Rise up! Jewish activists from Westphalia in the first women’s movement

The Jewish Museum The Jewish Museum of Westphalia in Dorsten, Germany, shows an exhibition on Jewish women in the first women’s movement.

Do you vote? Did you attend school and receive vocational training, perhaps even go to university? All a matter of course, right? Not always, and not for everyone: many of the basic prerequisites for equal participation in our society were hard-won in the first women’s movement. Access to education and employment, the right to vote, fair working conditions, and control over their own bodies were issues that concerned women at that time. Jewish women were well represented in this movement: they were active both within and outside Jewish associations and also focused on the role of women in Jewish communities. The multiple discrimination they faced—as women and as Jews—led in some cases to a specifically Jewish activism.

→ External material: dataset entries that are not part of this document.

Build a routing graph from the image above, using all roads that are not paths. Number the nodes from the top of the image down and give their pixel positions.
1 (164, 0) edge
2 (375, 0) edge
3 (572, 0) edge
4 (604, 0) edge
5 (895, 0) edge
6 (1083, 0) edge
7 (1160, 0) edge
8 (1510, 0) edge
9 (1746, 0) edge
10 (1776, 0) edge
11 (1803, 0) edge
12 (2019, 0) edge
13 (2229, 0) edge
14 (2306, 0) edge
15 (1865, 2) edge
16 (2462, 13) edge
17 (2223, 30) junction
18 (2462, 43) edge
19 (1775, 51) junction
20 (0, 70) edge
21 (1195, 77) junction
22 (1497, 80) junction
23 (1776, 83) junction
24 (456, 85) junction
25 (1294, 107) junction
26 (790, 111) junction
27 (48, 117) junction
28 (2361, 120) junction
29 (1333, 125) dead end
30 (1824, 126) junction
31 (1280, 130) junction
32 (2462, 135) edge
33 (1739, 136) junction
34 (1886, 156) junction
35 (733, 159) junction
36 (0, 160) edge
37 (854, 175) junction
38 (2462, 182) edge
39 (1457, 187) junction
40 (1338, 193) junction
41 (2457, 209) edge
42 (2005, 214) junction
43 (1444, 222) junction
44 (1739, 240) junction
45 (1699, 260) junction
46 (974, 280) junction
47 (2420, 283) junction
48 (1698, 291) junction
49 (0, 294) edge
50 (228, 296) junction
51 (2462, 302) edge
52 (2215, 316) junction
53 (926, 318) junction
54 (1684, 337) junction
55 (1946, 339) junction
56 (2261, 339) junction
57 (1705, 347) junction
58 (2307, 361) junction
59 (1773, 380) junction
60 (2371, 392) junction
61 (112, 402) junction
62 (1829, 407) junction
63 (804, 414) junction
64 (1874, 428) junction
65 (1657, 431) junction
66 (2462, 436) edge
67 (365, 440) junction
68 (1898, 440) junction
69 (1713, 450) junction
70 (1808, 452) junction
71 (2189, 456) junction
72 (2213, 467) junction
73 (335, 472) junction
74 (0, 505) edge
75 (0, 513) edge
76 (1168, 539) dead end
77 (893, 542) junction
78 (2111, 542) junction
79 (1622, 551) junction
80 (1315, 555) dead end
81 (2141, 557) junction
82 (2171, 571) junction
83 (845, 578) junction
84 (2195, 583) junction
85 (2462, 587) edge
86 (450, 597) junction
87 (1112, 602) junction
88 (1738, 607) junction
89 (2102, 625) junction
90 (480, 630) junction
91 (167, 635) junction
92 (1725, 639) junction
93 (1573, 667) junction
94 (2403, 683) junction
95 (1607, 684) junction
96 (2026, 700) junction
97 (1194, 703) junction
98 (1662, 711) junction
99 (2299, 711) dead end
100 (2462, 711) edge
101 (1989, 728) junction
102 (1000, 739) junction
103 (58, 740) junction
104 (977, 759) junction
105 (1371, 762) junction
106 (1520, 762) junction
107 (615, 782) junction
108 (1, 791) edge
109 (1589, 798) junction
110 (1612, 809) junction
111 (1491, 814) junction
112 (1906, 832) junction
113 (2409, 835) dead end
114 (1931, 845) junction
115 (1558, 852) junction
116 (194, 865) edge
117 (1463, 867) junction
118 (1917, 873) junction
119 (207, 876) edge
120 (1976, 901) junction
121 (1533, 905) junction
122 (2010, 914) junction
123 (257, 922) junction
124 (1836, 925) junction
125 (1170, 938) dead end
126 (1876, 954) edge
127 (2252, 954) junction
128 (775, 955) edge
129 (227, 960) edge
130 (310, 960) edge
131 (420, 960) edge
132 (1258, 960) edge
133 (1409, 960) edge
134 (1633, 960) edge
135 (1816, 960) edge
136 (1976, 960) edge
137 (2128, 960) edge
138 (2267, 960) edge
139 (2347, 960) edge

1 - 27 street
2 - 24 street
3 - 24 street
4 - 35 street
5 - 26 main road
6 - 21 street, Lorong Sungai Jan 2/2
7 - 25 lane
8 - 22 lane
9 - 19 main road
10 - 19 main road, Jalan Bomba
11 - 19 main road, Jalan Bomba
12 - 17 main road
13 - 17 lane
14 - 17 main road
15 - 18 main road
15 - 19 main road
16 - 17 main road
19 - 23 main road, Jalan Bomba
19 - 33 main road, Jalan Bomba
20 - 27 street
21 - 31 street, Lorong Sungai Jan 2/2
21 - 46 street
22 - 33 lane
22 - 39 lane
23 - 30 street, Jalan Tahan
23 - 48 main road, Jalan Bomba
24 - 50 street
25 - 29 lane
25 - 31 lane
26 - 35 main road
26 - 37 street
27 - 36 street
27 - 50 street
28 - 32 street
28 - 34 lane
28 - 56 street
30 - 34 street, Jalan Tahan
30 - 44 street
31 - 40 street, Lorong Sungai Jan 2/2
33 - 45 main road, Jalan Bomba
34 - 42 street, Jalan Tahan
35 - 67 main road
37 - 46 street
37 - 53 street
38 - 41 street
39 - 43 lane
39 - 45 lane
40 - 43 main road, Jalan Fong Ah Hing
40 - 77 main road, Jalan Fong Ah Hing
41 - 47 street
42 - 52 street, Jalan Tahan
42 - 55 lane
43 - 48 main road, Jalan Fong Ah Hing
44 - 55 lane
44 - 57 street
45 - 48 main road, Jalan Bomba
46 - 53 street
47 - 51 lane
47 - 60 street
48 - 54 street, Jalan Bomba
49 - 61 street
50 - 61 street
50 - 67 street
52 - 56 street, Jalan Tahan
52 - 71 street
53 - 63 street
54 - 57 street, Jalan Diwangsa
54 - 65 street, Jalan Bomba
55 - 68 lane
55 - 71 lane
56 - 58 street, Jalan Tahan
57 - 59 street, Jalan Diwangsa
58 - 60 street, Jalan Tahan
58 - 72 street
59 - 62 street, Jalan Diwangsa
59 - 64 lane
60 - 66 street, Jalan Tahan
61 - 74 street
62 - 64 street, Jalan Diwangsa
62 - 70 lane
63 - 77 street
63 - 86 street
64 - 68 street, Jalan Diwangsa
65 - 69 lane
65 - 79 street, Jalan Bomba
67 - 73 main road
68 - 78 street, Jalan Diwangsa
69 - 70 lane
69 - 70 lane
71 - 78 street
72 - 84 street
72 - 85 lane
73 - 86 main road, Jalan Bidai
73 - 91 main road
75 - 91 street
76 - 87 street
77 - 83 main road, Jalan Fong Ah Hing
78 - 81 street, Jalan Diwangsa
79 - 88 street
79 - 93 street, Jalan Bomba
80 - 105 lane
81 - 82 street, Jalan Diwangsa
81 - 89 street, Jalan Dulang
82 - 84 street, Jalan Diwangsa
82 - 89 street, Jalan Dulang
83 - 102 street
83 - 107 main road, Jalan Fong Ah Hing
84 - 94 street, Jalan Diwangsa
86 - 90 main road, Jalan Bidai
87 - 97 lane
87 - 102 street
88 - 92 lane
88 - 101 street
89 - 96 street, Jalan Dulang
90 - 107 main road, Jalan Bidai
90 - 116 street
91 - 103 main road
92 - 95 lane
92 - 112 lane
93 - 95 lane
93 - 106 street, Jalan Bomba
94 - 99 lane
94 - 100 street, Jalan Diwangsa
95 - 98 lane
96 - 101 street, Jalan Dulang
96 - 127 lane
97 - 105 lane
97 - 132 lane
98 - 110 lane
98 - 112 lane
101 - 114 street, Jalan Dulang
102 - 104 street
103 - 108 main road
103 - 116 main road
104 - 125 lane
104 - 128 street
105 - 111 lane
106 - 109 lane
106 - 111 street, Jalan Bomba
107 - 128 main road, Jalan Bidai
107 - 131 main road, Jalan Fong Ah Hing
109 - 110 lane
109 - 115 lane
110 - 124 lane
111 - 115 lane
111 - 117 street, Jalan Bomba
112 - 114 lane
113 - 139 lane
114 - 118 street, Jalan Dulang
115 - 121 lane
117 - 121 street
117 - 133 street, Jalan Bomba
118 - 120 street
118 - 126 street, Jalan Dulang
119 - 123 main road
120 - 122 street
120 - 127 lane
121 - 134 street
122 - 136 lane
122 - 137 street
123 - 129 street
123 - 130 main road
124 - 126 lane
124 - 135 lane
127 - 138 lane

View of the exhibition "Rise up"! in the Jewish Museum of Westphalia View of the exhibition "Rise up"! in the Jewish Museum of Westphalia

We present nine of these Jewish activists from Westphalia, who are brought to life in the exhibition through artistic interpretations by students at Bielefeld University of Applied Sciences. Get to know these women, learn more about the issues that moved them, and explore interactive stations to discover what the first women’s movement has to do with us today! Because perhaps we have not yet reached the end of the road to equal, democratic participation?